A pseudorandom function family is a family of functions—say functions from 512-bit strings to 128-bit strings, indexed by a 256-bit key—which has the following property.

  • Suppose I flip a coin 256 times to pick $k$—that is, I choose $k$ uniformly at random.

  • Suppose I also pick a function $F$ from 512-bit strings to 128-bit strings uniformly at random from all $(2^{128})^{2^{512}}$ such functions, by flipping a lot of coins—enough to fill a book with $2^{512}$ pages so that each page has a 128-bit answer on it.

    (Each table above has $4 = 2^2$ rows, because the input is 2-bits long, with a total of $3 \cdot 2^2 = 12$ bits of outputs written down, because there are three bits of output for each distinct input and $2^2$ distinct inputs. For a uniform random 512-bit-to-128-bit function, you need $2^{512}$ rows, and each row has $128$ bits of output, for a total of $128 \cdot 2^{512}$ bits just to write down one of the $(2^{128})^{2^{512}} = 2^{128 \cdot 2^{512}}$ different functions of that shape!)
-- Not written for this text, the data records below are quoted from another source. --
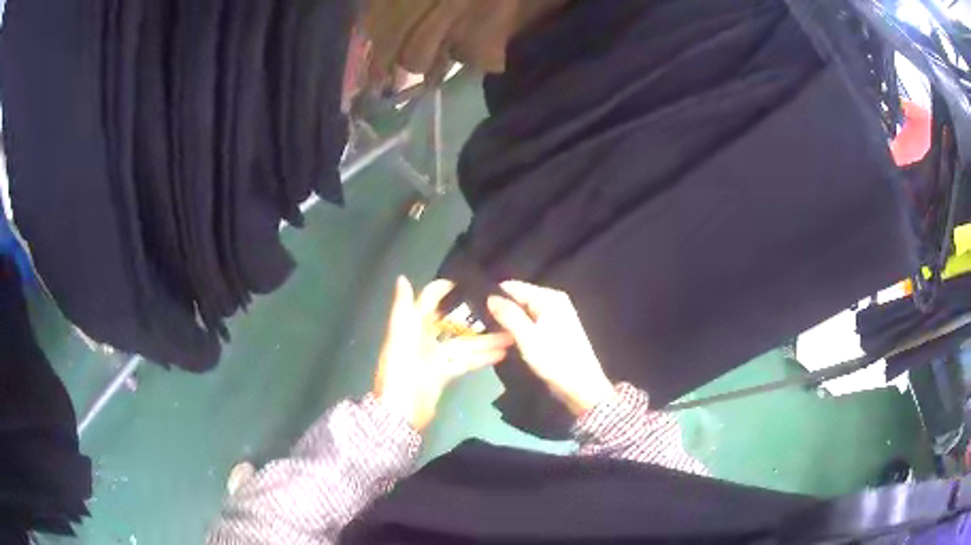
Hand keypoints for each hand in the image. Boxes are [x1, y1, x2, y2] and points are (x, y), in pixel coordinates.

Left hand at [374, 276, 512, 430]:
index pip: (429, 301)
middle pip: (452, 324)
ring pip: (463, 344)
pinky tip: (501, 354)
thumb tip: (402, 278)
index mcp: (411, 326)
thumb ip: (402, 308)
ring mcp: (435, 357)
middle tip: (501, 310)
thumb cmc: (399, 370)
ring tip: (510, 335)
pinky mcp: (444, 374)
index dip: (444, 290)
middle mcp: (424, 338)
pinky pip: (465, 362)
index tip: (470, 282)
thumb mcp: (398, 337)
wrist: (400, 412)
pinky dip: (481, 358)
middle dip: (474, 318)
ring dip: (485, 340)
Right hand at [487, 281, 614, 416]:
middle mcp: (554, 301)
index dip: (494, 295)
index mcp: (549, 298)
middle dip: (501, 307)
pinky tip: (507, 337)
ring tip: (488, 329)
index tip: (474, 306)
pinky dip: (519, 327)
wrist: (581, 386)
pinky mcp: (556, 329)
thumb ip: (508, 315)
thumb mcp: (527, 337)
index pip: (514, 286)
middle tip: (479, 321)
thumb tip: (490, 297)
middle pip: (520, 297)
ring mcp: (557, 315)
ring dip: (509, 319)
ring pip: (524, 310)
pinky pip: (531, 321)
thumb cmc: (555, 360)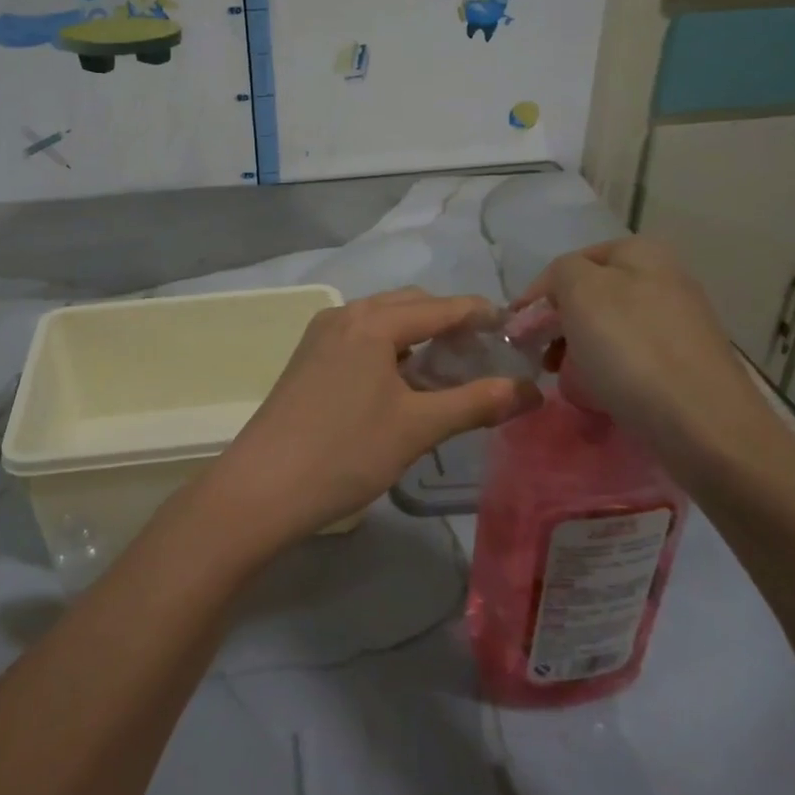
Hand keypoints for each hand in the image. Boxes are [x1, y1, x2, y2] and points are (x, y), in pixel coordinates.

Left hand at [199, 289, 538, 553]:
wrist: (262, 488)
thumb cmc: (345, 452)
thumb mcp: (418, 427)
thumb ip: (478, 403)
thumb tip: (533, 392)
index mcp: (372, 321)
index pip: (443, 307)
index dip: (483, 316)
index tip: (515, 335)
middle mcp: (344, 316)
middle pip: (411, 306)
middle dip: (450, 325)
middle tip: (484, 358)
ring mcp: (320, 337)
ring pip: (383, 324)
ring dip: (419, 339)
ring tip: (448, 374)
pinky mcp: (308, 361)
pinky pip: (361, 341)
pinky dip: (390, 352)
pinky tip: (403, 386)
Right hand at [520, 238, 779, 479]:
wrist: (702, 424)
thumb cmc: (631, 349)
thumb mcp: (581, 291)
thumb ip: (560, 273)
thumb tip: (558, 290)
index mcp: (642, 252)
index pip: (571, 263)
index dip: (539, 294)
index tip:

  • I will pick one of these functions—$f_k$ or $F$, but you don't know which—and tell you what the value of the function is at any point you ask.

    • (Actually I don't need to fill the book up front; if I chose $F$, I can fill out the pages of the book lazily as I get queries from you.)
  • You can't figure out whether I gave you a member of the function family, $f_k$, or a uniform random function, $F$.
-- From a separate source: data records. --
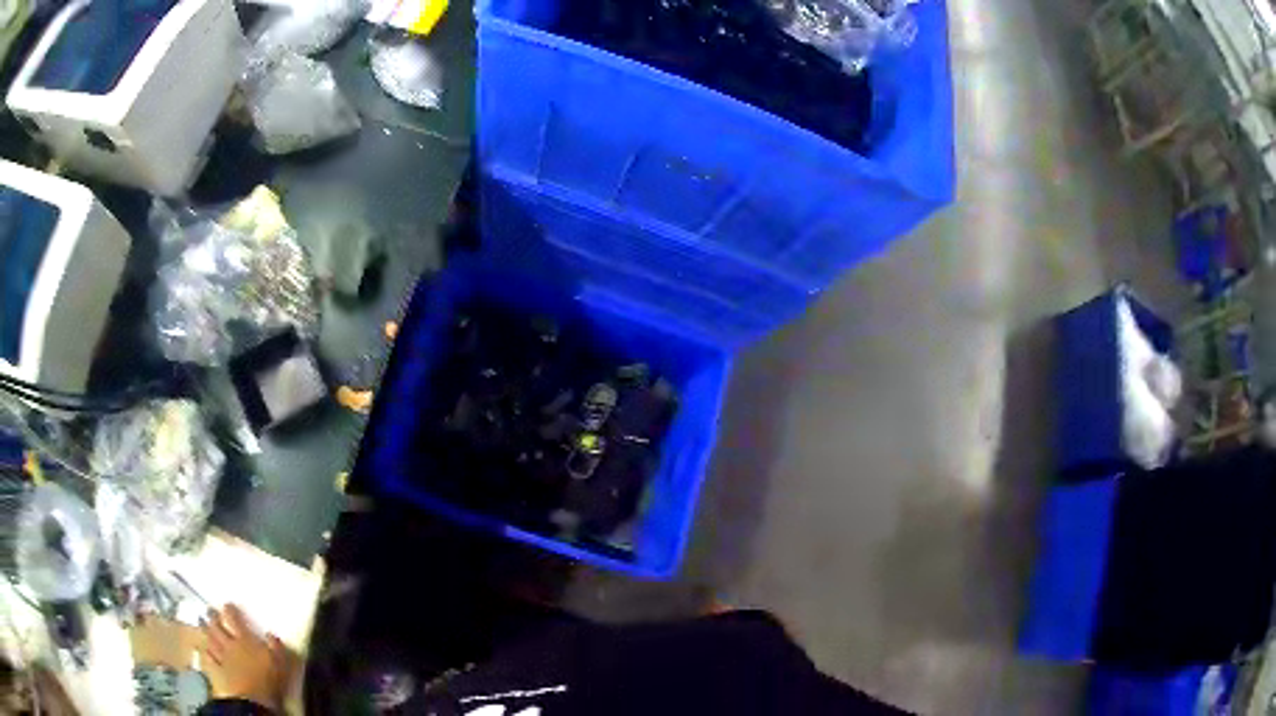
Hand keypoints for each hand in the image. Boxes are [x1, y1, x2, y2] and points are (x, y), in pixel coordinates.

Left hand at [200, 604, 287, 711]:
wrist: (254, 699)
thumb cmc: (268, 680)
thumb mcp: (280, 662)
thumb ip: (276, 647)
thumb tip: (271, 634)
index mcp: (244, 640)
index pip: (233, 619)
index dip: (229, 610)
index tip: (227, 605)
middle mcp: (230, 644)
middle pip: (217, 627)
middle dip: (212, 617)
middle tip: (209, 611)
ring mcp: (222, 657)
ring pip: (210, 639)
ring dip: (205, 630)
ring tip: (202, 623)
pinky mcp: (218, 670)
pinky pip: (209, 658)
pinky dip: (205, 651)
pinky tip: (204, 648)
In other words, the probability distribution on functions $f_k$, when the key $k$ is chosen uniformly at random, is very close—as far as computationally bounded decision algorithms can discern—to the probability distribution on functions $F$ chosen uniformly at random from all functions.
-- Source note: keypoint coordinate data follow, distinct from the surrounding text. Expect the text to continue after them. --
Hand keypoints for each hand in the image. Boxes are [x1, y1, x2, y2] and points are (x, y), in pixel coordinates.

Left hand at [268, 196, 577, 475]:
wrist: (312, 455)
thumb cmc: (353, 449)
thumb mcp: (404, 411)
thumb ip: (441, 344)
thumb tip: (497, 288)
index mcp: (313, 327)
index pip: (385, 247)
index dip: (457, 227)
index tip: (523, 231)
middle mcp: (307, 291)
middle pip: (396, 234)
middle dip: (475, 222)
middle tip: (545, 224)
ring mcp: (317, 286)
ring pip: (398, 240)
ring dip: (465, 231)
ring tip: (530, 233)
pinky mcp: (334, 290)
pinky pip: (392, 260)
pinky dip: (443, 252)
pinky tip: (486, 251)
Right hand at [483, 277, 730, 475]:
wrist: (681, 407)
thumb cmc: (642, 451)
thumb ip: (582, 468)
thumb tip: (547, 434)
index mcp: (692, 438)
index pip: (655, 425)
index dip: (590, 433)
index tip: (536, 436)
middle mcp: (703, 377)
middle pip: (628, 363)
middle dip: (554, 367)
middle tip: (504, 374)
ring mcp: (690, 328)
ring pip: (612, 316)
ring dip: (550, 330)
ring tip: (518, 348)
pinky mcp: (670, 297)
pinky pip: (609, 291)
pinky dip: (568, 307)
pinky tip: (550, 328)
A pseudorandom permutation family is similar, except $f_k$ and $F$ are restricted to be permutations, i.e. their input and output spaces are the same, say the set of all 256-bit strings, and they map every input to a unique output so that there is also an inverse function. So there aren't quite as many possibilities for $F$—while there are $(2^{256})^{2^{256}}$ functions of 256-bit strings, there are only $2^{256}! \approx (2^{256}/e)^{2^{256}}$ permutations of 256-bit strings. A block cipher is just another term for pseudorandom permutation family, for the most part.*

Here's an example of a small permutation family $\pi_k$ for comparison—again the key is 1-bit, and the inputs and outputs are 2-bit strings:

\begin{equation*} \begin{array}{c|c} x & \pi_0(x) \\ \hline 00 & 00 \\ 01 & 11 \\ 10 & 10 \\ 11 & 01 \end{array} \qquad\qquad \begin{array}{c|c} x & \pi_1(x) \\ \hline 00 & 01 \\ 01 & 00 \\ 10 & 10 \\ 11 & 11 \end{array} \end{equation*}

Note that unlike the tables for $g_k$, each output appears exactly once in each table here, so we can flip each table around to get an inverse permutation.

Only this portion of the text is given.